_Task directions_
Provide the number of lines in the entries below containing "bottom", with no further words.

_Task input_
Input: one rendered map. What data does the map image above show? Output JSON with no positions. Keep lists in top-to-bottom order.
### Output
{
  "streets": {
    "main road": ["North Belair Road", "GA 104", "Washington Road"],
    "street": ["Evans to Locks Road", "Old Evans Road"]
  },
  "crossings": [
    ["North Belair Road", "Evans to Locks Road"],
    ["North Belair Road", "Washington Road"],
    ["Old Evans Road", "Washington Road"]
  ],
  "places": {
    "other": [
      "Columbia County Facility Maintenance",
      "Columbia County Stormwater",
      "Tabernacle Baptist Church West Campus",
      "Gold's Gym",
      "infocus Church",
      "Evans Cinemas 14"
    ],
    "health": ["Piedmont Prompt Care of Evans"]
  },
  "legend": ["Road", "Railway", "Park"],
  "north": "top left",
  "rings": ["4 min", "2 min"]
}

--

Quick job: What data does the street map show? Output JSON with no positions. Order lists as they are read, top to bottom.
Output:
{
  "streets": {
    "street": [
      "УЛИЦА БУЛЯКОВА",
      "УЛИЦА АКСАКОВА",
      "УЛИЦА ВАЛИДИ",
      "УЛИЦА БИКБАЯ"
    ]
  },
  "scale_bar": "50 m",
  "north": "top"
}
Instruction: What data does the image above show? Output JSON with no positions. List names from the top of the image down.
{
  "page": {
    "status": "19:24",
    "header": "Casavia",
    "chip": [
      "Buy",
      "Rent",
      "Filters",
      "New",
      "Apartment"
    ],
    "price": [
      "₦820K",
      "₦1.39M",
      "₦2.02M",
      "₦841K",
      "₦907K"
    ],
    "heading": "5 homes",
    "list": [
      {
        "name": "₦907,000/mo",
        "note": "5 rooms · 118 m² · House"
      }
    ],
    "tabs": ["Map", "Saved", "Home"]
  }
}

_Reply_
2